* _EXERCISE GOAL_
Go through the entries that follow and count every line with the string "Write". Reply with the number only.

BEGIN INPUT FOR THIS TASK

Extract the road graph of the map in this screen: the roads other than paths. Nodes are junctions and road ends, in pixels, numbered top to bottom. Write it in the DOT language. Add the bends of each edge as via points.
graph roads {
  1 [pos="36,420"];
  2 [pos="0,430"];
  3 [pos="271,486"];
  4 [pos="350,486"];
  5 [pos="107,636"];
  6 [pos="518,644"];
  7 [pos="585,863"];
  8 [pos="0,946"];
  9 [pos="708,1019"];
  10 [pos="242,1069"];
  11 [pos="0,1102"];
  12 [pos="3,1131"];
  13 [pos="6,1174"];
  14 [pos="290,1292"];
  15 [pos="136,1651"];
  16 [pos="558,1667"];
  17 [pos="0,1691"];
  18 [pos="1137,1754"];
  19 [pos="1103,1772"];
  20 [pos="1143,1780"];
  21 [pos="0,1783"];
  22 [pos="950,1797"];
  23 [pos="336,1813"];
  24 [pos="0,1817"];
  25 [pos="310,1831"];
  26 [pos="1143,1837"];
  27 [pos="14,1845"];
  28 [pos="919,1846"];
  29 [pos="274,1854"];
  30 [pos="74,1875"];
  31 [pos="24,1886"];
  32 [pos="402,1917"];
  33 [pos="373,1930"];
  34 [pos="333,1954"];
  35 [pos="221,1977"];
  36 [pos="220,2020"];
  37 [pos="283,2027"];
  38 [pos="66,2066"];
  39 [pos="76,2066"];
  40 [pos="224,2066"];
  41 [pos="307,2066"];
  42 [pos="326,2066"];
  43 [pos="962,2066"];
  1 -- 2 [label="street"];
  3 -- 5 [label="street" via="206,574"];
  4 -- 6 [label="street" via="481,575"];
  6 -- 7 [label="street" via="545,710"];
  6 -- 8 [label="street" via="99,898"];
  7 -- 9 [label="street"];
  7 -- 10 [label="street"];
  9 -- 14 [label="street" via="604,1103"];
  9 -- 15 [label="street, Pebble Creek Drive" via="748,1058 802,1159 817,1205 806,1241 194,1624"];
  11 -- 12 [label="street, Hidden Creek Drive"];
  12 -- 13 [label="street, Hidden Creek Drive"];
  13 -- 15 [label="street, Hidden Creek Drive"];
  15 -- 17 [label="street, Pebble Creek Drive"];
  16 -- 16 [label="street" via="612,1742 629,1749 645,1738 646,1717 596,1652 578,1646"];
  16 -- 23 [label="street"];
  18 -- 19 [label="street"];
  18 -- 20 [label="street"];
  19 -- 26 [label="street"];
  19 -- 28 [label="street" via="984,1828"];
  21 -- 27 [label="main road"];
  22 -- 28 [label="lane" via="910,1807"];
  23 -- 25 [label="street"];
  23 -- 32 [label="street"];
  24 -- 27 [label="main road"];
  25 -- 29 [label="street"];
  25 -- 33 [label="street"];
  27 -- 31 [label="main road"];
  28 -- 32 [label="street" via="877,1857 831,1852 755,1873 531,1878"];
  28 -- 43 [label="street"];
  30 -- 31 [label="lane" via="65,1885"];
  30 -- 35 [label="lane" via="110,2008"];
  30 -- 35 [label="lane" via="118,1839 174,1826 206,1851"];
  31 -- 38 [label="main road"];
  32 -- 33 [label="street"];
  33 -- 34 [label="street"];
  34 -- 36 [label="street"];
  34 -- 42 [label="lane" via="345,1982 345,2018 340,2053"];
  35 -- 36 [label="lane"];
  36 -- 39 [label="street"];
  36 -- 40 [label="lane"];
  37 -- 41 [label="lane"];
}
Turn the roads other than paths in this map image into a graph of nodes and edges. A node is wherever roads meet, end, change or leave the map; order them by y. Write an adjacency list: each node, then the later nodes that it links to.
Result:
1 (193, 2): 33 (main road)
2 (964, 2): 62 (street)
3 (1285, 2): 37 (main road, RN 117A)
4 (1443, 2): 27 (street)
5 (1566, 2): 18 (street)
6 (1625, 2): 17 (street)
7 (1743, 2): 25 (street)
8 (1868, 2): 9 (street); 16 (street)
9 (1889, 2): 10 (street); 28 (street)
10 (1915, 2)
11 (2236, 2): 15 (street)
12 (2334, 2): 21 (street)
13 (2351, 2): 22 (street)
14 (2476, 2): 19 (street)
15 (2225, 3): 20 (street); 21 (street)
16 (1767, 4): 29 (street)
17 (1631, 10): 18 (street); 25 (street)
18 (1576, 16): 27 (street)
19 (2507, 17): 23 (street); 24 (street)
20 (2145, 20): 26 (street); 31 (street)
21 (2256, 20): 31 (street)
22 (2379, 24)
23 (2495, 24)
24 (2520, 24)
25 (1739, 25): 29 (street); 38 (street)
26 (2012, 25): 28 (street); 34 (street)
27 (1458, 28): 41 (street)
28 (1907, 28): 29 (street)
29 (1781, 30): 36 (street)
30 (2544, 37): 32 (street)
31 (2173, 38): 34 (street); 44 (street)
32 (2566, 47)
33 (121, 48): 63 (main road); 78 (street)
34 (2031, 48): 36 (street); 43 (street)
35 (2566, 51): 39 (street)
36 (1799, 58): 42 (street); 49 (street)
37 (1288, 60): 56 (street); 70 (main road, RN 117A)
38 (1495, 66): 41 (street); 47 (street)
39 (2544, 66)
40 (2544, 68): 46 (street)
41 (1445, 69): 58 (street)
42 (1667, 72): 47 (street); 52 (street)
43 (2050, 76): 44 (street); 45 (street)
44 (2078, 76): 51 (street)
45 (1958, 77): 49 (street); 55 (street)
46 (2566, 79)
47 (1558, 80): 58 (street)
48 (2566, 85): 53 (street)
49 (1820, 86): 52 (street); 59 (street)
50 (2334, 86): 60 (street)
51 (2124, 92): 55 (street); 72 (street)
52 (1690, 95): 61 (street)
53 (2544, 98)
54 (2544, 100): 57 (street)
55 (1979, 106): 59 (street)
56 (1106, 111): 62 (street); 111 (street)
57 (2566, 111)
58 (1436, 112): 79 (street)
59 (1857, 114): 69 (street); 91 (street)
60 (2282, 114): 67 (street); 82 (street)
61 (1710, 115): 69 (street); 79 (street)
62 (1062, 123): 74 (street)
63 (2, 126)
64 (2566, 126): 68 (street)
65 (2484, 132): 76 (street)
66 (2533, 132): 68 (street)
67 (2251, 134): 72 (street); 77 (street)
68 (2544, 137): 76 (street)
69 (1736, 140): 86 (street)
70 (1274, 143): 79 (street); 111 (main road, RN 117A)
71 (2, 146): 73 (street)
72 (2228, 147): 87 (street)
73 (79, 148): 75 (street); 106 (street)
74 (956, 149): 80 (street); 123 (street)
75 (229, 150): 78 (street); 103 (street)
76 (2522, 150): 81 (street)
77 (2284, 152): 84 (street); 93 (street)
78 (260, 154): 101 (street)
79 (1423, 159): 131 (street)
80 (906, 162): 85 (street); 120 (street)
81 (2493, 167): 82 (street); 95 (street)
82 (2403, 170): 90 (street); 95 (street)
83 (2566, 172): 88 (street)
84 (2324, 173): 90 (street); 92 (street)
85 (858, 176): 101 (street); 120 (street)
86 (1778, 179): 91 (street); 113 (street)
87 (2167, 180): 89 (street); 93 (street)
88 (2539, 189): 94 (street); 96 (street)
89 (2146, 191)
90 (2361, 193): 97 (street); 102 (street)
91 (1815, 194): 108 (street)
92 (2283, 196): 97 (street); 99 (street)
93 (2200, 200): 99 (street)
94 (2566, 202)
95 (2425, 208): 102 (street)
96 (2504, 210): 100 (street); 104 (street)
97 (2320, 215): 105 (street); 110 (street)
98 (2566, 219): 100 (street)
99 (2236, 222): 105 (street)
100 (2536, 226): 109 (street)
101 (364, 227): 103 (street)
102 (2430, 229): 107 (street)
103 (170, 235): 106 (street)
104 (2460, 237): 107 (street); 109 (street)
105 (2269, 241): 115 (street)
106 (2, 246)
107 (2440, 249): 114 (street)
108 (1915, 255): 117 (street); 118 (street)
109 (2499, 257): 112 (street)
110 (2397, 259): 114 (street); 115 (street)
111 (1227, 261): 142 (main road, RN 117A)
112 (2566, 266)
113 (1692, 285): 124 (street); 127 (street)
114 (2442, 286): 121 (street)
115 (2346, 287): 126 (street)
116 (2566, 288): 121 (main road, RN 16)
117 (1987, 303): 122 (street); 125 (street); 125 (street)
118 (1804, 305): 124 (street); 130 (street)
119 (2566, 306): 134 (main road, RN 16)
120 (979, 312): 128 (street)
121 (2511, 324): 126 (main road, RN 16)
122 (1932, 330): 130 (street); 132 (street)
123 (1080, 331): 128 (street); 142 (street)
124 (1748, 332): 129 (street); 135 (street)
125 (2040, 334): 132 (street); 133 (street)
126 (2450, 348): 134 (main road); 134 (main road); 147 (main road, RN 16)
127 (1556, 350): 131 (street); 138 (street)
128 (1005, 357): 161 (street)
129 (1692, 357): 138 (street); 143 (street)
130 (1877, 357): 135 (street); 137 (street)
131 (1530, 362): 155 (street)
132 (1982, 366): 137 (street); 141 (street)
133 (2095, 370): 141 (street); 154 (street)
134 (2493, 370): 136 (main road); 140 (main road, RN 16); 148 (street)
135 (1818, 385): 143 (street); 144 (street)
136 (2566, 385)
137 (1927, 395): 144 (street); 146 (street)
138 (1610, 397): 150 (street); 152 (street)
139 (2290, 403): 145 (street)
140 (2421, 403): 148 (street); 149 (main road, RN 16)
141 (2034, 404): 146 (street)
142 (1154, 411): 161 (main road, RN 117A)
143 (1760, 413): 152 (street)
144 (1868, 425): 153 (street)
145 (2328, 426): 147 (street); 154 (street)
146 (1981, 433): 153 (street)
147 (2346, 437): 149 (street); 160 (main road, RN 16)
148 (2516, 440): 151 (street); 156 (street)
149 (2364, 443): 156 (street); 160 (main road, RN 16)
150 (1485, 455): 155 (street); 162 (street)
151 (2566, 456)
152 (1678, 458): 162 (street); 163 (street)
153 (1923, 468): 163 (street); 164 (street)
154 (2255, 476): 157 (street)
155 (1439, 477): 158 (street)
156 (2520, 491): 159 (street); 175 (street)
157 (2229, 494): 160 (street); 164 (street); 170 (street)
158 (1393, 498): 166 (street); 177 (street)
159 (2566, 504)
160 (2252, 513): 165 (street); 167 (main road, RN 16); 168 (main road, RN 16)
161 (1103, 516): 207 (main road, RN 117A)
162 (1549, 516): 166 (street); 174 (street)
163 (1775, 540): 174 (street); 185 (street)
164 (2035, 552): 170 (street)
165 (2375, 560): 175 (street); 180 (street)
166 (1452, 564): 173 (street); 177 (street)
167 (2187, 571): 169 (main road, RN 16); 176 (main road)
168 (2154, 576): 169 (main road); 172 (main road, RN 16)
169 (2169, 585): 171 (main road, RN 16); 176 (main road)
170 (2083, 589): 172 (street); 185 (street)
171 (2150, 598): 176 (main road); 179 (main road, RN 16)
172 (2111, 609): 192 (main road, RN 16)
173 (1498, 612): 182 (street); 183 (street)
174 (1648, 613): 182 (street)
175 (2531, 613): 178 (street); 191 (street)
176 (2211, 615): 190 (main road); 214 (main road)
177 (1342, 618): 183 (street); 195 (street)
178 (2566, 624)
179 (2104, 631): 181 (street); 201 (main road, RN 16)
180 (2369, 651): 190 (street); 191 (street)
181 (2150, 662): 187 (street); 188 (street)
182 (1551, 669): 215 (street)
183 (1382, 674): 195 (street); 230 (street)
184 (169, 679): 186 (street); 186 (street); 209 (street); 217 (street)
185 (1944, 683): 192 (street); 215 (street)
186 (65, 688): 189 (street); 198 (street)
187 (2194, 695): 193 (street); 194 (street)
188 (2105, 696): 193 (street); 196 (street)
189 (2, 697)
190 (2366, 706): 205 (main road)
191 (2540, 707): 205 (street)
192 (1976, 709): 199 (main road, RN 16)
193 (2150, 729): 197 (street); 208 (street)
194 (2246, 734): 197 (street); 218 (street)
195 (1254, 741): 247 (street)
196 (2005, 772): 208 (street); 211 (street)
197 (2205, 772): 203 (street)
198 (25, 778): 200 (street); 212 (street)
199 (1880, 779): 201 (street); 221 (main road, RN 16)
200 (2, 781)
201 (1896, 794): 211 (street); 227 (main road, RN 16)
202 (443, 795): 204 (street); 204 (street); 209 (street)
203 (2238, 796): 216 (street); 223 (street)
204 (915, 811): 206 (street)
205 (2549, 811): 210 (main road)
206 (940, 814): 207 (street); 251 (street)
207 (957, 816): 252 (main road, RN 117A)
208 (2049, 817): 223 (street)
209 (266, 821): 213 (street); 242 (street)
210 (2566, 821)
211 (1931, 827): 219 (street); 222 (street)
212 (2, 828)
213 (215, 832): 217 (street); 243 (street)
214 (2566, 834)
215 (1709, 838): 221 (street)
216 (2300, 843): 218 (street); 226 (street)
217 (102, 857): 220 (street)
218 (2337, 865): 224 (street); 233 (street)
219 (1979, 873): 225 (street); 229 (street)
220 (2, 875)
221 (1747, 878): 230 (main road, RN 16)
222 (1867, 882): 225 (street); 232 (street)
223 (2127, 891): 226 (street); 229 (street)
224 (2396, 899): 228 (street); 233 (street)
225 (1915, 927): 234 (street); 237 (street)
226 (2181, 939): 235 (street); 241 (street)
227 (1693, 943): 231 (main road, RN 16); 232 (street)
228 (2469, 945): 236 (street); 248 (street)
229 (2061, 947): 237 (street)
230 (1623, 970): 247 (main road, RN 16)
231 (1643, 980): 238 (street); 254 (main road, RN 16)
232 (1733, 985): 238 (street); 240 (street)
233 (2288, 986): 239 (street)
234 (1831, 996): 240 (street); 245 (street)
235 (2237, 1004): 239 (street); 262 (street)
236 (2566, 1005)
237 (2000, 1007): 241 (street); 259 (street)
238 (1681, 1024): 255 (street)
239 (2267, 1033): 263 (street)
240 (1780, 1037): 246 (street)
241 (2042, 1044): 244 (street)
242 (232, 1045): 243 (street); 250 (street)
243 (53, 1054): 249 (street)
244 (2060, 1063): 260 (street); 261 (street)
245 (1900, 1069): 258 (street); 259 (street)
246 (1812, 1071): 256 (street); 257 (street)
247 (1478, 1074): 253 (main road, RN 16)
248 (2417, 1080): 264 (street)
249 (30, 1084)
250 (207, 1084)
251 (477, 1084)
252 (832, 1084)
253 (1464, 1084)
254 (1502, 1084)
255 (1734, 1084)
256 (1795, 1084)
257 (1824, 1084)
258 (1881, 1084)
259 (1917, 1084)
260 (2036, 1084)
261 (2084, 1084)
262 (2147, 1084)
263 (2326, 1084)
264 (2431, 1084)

END INPUT FOR THIS TASK

* _RESPONSE AREA_
2